Copy each line below in which the string "roads" occurs.

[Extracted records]
>>>

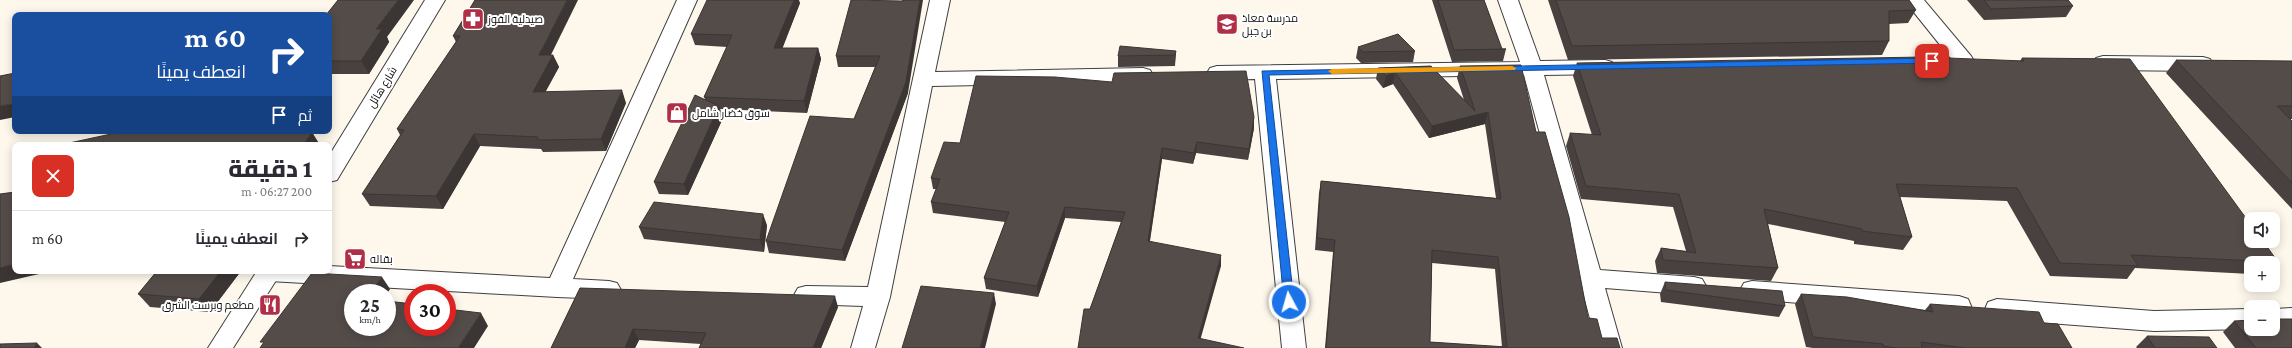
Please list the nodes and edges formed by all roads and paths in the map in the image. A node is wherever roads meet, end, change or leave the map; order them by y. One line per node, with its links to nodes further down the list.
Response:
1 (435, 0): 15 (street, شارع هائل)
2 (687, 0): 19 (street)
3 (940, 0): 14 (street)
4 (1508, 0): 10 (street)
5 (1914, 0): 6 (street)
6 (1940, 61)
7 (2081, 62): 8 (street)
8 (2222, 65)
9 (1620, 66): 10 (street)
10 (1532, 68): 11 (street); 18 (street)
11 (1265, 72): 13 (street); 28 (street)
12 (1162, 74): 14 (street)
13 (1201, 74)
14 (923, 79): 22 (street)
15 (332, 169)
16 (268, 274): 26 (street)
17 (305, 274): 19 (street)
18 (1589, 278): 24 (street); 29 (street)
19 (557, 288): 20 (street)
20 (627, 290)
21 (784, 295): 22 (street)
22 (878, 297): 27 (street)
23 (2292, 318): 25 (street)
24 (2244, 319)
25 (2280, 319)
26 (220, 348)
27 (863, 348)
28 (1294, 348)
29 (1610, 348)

<<<
>>>

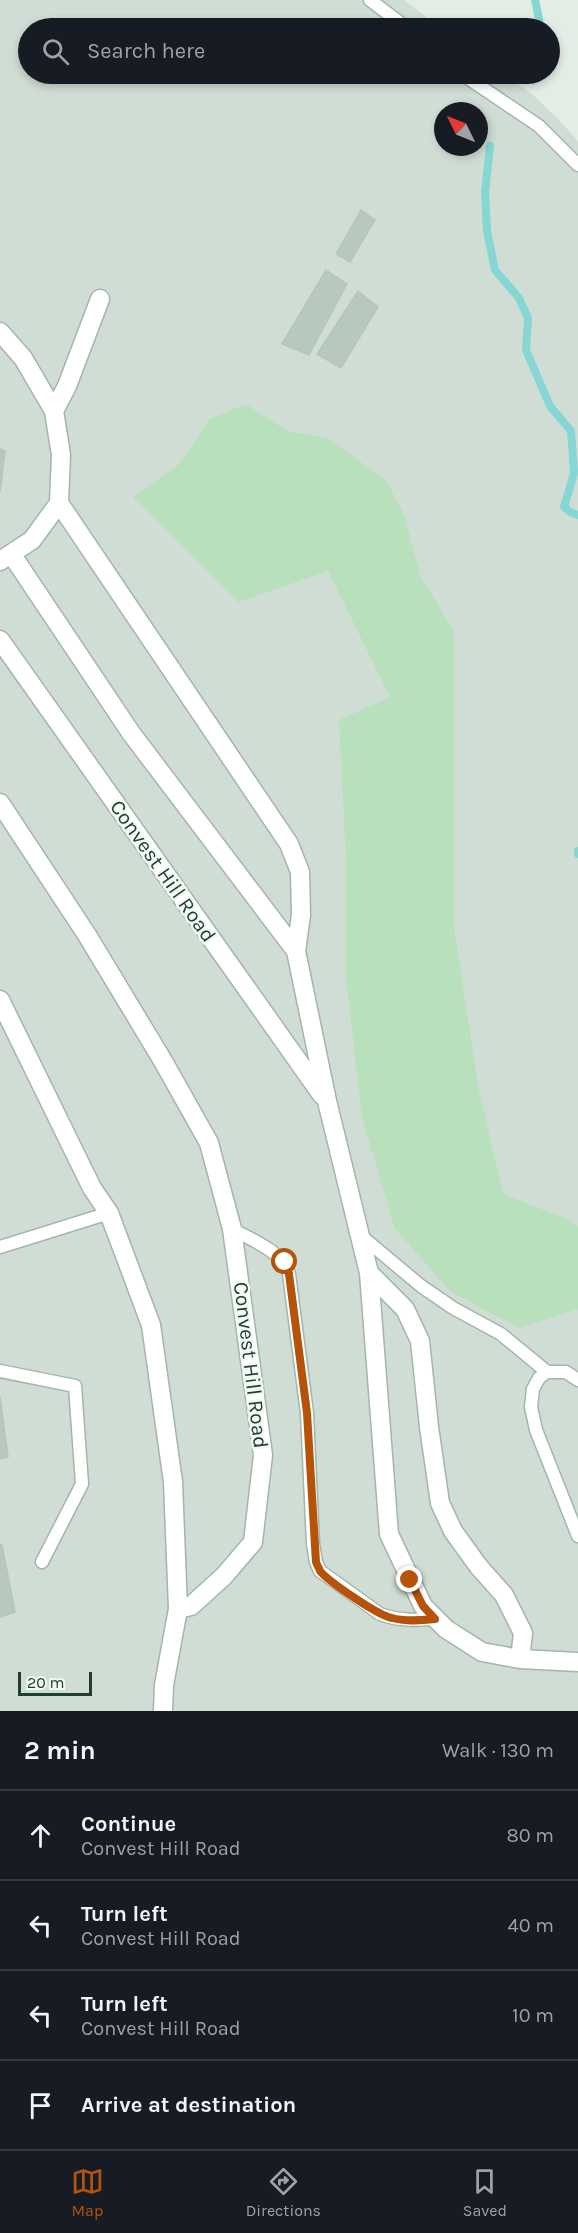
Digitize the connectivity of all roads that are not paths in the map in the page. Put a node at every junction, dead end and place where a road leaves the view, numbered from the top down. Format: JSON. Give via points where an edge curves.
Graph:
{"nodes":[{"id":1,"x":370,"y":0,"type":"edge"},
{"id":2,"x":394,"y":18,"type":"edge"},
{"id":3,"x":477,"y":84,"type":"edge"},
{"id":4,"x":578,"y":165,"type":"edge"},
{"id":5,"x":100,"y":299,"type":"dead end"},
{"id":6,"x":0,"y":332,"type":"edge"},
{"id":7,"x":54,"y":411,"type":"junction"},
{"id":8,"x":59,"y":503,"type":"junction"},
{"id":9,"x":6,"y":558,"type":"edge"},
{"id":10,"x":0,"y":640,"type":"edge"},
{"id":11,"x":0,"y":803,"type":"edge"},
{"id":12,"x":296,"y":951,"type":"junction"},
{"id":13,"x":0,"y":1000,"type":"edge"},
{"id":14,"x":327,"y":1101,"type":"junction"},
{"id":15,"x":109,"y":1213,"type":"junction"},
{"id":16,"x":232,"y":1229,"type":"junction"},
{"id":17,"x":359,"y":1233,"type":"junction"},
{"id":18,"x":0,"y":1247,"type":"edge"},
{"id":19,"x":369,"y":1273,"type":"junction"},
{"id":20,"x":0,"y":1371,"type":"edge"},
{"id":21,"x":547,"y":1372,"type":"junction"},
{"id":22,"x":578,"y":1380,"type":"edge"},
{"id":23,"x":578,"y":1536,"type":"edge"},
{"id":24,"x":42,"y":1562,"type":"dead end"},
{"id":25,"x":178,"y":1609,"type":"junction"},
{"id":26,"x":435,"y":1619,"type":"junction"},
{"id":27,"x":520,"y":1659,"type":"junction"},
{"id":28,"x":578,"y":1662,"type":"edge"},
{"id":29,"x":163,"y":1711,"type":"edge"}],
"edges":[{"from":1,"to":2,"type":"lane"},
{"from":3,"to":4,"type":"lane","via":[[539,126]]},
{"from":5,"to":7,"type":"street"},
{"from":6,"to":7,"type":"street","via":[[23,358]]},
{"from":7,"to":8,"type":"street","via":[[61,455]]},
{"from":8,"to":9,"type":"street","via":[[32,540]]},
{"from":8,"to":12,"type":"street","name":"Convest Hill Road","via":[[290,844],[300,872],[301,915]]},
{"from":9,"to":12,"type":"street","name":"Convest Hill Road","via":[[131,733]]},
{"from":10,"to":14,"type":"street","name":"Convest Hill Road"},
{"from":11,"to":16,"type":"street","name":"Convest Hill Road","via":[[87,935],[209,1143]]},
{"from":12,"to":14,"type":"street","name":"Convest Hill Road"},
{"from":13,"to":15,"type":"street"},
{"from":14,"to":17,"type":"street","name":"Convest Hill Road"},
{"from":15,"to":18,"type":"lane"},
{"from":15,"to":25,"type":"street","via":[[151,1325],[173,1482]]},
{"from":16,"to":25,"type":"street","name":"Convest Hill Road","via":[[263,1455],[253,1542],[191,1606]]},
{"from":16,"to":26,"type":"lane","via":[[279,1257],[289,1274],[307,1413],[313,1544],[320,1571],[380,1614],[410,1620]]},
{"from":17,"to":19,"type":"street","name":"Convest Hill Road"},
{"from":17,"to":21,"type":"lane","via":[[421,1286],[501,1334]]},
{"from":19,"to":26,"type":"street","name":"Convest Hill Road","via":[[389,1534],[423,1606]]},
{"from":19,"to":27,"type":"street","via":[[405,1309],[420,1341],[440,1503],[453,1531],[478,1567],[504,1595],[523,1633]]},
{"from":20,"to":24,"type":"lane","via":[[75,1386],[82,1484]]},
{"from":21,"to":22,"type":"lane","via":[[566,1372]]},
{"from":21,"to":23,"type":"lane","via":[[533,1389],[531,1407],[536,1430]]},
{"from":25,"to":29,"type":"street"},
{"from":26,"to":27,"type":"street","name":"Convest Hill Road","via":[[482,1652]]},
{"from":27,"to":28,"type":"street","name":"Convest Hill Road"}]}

<<<

» Problem solution
Please list the nodes and edges formed by all roads and paths in the map in the image. A node is wherever roads meet, end, change or leave the map; order them by y. One line per node, with its links to nodes further down the list.
Digitize the connectivity of all roads that are not paths in the map in the page. Put a node at every junction, dead end and place where a road leaves the view, numbered from the top down. Format: JSON. Give via points where an edge curves.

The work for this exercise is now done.